What you should do – Which lines of the entries below contain the string "that"? Copy each one.

Stored data –
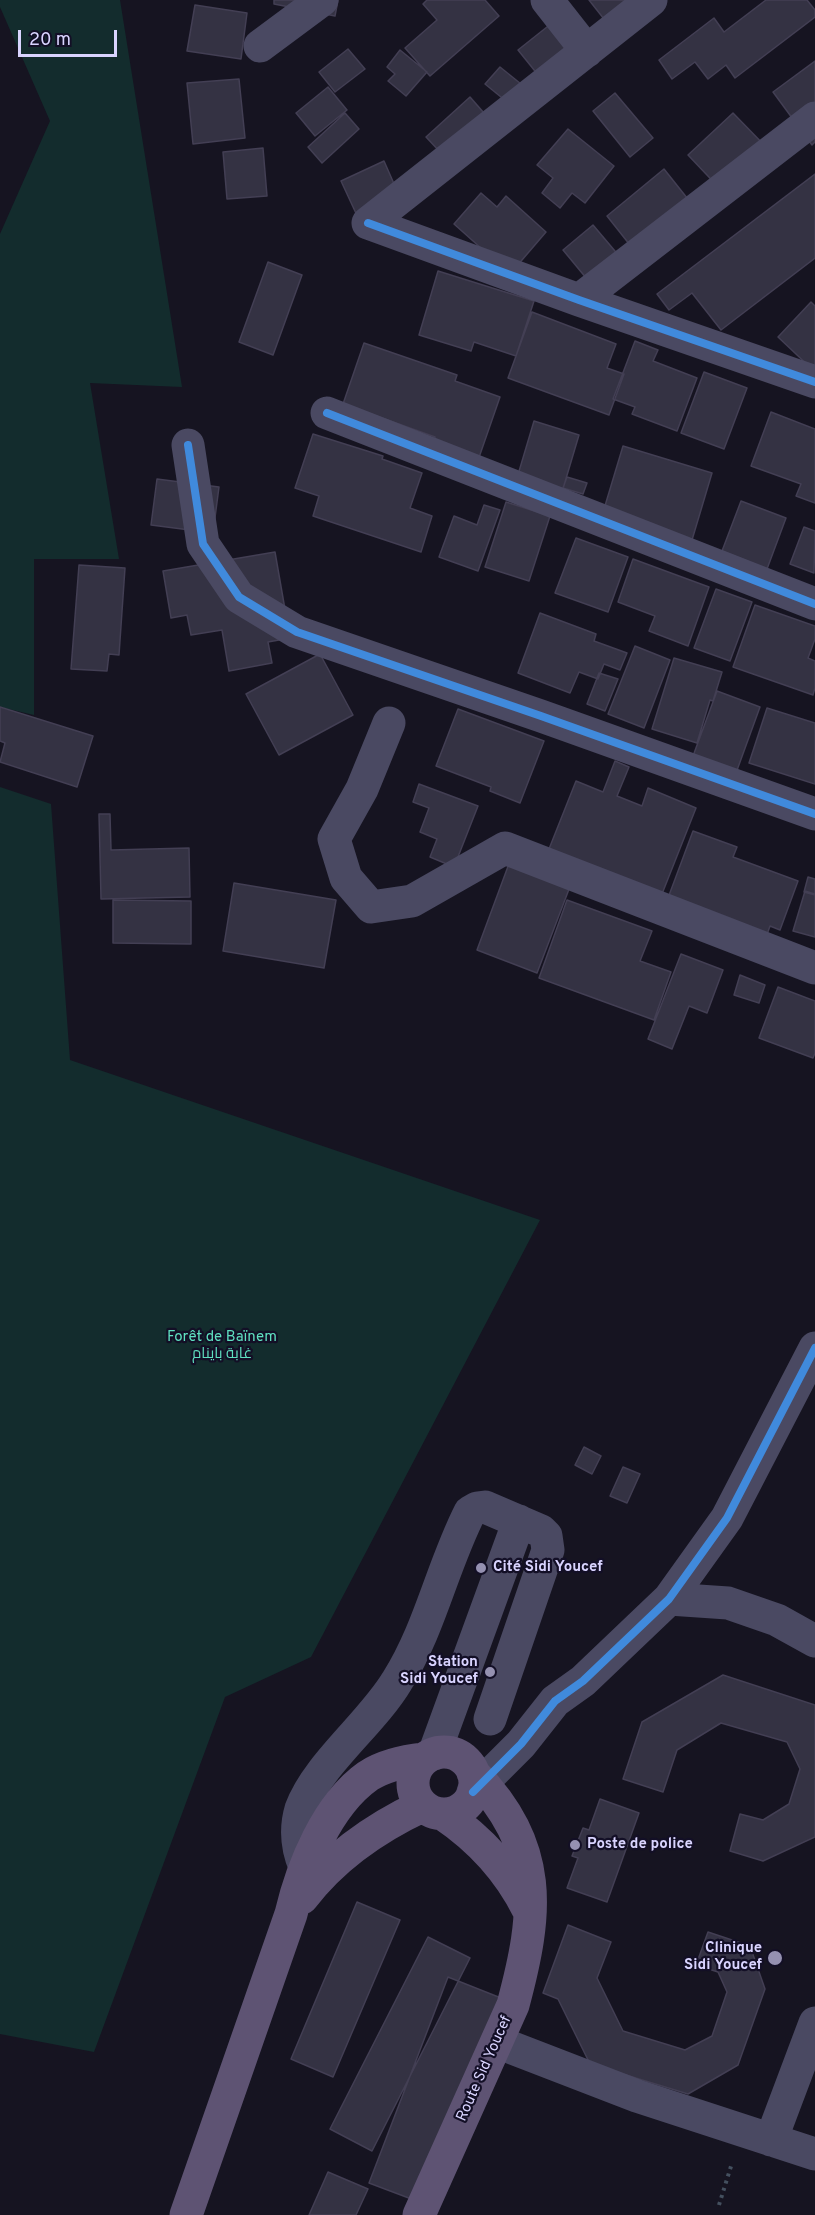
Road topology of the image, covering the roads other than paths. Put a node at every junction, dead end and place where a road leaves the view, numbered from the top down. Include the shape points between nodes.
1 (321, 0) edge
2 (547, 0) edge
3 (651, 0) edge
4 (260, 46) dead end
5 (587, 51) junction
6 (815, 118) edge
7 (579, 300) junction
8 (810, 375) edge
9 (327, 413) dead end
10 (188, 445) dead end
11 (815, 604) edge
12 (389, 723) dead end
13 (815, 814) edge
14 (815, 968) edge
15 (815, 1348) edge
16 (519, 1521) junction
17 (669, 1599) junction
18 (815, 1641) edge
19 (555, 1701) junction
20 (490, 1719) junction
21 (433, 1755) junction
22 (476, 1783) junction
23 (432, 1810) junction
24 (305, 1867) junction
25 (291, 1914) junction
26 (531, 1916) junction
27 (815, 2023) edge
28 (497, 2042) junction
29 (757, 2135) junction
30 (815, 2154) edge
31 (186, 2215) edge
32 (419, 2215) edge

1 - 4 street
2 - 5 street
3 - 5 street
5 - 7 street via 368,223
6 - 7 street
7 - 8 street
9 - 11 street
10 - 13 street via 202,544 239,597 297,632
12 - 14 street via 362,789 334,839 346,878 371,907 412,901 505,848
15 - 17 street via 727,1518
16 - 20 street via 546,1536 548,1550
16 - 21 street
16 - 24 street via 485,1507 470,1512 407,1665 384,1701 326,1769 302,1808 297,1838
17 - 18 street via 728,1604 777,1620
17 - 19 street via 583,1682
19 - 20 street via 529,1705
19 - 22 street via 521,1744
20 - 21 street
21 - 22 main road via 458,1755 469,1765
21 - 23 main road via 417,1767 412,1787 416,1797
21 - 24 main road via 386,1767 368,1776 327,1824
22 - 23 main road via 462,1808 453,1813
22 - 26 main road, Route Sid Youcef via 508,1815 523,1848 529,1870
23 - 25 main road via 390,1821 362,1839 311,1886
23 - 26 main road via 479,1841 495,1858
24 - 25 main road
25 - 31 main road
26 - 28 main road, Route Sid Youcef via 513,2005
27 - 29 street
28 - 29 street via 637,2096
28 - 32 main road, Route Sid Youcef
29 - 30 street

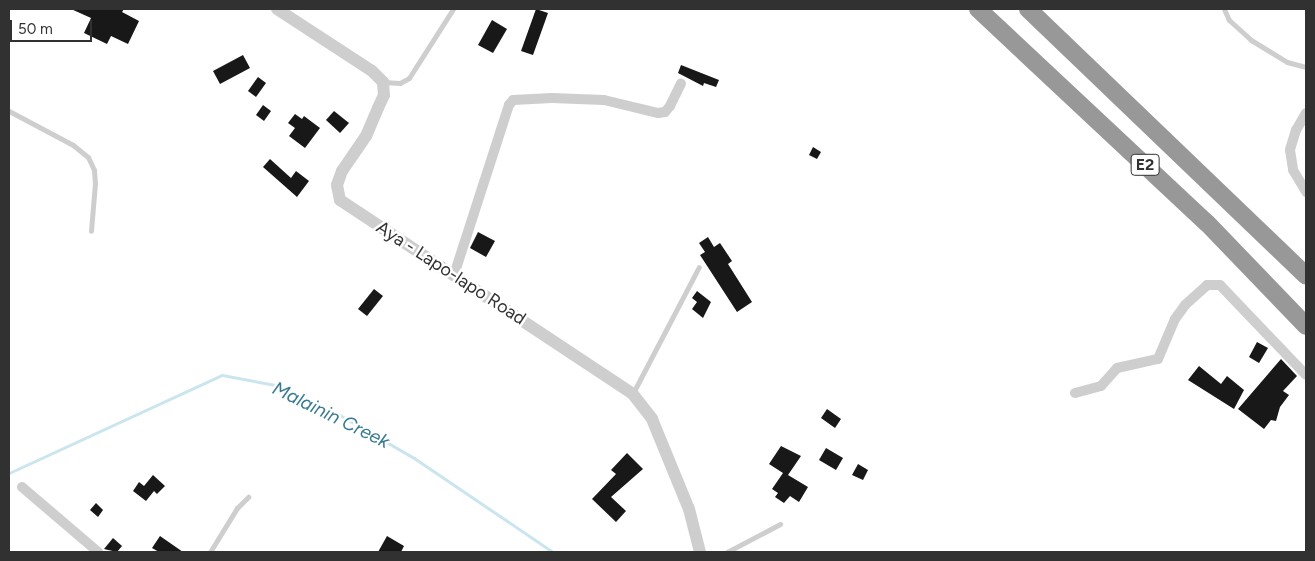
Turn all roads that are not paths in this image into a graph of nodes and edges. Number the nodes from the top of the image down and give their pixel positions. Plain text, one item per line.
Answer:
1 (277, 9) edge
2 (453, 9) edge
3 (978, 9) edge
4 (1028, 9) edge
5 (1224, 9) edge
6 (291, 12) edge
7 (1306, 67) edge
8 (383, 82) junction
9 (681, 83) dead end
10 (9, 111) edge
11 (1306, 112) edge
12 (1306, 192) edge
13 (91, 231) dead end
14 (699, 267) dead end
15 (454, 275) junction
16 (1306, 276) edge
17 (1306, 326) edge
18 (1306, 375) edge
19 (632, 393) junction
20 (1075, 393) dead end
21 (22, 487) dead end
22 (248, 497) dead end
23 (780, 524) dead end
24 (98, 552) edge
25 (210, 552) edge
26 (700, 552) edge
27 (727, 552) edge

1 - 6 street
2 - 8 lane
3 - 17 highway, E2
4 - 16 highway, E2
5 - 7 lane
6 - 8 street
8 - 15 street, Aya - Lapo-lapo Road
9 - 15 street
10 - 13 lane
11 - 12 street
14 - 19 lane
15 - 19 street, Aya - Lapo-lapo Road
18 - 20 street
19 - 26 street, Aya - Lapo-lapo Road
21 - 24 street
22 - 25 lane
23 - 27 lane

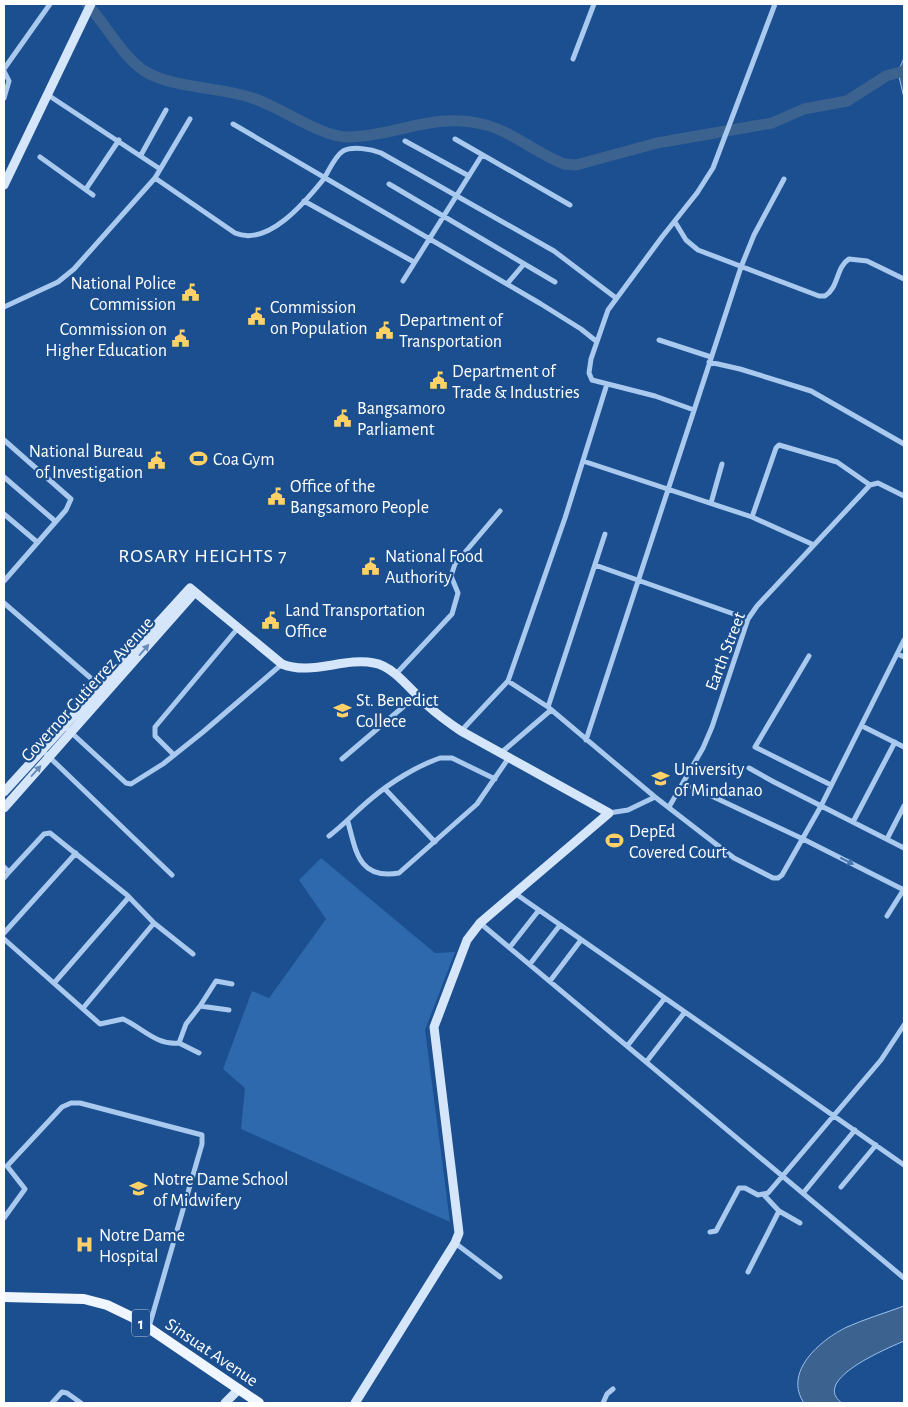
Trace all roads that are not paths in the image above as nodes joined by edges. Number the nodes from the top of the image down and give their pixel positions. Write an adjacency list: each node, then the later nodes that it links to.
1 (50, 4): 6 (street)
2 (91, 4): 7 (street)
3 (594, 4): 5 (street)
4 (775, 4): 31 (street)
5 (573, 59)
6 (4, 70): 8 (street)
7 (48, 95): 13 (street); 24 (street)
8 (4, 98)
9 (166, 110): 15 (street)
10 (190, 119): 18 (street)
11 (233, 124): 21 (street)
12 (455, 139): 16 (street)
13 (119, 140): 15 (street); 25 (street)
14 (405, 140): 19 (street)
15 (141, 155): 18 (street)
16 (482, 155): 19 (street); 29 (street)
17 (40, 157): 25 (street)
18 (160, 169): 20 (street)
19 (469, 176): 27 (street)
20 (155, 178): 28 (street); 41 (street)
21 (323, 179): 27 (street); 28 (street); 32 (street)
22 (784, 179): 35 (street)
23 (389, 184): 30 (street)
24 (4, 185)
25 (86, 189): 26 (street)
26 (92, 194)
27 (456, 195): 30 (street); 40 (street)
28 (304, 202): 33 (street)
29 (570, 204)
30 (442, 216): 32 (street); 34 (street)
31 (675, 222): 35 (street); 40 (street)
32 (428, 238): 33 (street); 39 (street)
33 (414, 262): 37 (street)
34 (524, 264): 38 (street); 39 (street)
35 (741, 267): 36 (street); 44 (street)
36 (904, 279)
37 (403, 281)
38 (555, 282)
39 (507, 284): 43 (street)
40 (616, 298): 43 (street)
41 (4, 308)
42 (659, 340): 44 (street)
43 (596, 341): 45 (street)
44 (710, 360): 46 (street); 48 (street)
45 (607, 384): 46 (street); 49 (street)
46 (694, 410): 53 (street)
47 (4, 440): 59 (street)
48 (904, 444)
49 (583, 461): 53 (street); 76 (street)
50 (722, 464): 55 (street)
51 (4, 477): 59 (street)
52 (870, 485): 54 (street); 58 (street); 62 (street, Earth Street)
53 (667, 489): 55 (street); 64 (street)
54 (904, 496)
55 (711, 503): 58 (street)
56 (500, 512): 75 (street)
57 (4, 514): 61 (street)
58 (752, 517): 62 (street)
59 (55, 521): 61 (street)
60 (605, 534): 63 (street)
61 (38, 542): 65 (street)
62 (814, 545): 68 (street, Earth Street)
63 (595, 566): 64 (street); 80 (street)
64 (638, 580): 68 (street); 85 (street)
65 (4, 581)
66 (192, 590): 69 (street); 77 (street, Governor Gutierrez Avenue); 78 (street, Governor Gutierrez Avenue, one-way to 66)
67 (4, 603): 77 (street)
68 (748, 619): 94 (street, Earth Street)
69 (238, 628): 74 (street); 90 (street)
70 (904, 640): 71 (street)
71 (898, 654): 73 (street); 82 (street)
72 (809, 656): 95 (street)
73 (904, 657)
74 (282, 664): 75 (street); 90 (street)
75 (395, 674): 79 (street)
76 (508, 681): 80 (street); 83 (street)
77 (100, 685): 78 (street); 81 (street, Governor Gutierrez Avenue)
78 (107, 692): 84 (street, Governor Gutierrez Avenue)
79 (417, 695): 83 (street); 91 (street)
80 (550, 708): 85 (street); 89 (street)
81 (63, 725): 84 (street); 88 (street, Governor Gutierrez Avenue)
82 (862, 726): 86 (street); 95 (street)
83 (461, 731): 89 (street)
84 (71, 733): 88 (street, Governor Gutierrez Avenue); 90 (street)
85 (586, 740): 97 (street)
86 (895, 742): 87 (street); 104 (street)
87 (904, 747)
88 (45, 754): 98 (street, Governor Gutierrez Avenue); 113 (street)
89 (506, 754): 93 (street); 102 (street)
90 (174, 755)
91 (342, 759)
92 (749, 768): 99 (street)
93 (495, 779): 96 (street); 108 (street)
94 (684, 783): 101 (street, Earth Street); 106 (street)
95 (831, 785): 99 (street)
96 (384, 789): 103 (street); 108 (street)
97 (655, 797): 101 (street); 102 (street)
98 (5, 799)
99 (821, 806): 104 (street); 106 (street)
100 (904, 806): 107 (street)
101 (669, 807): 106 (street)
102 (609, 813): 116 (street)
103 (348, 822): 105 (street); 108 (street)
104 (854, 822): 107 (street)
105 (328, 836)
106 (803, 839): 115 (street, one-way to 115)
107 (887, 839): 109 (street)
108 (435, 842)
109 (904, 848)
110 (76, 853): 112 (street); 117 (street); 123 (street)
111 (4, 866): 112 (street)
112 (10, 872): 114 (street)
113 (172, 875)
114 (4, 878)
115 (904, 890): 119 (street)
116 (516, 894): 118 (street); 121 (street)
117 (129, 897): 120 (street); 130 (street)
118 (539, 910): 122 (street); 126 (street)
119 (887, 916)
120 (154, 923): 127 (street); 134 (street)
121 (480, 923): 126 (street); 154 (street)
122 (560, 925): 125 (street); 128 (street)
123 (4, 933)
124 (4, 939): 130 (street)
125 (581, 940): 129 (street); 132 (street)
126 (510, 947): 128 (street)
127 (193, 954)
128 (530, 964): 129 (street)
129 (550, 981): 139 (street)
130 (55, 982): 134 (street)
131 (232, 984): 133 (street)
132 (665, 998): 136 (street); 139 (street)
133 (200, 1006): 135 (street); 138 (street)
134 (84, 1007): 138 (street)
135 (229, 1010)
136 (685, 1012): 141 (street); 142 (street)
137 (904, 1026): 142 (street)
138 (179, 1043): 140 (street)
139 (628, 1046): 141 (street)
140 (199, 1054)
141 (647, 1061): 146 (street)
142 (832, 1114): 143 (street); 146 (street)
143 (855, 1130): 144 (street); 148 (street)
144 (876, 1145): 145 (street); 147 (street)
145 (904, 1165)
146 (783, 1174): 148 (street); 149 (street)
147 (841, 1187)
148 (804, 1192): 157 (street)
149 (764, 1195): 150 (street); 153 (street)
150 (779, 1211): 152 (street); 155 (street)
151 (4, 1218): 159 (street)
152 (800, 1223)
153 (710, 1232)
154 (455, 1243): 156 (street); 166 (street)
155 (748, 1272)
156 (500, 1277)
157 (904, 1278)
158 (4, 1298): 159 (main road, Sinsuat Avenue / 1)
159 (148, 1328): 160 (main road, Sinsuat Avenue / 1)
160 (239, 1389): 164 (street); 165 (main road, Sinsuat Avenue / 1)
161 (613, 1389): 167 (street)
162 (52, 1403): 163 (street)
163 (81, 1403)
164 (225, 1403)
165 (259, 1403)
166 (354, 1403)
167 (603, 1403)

Expected answer –
Turn all roads that are not paths in this image into a graph of nodes and edges. Number the nodes from the top of the image down and give their pixel positions. Plain text, one item per line.
Trace all roads that are not paths in the image above as nodes joined by edges. Number the nodes from the top of the image down and give their pixel positions. Write an adjacency list: each node, then the later nodes that it links to.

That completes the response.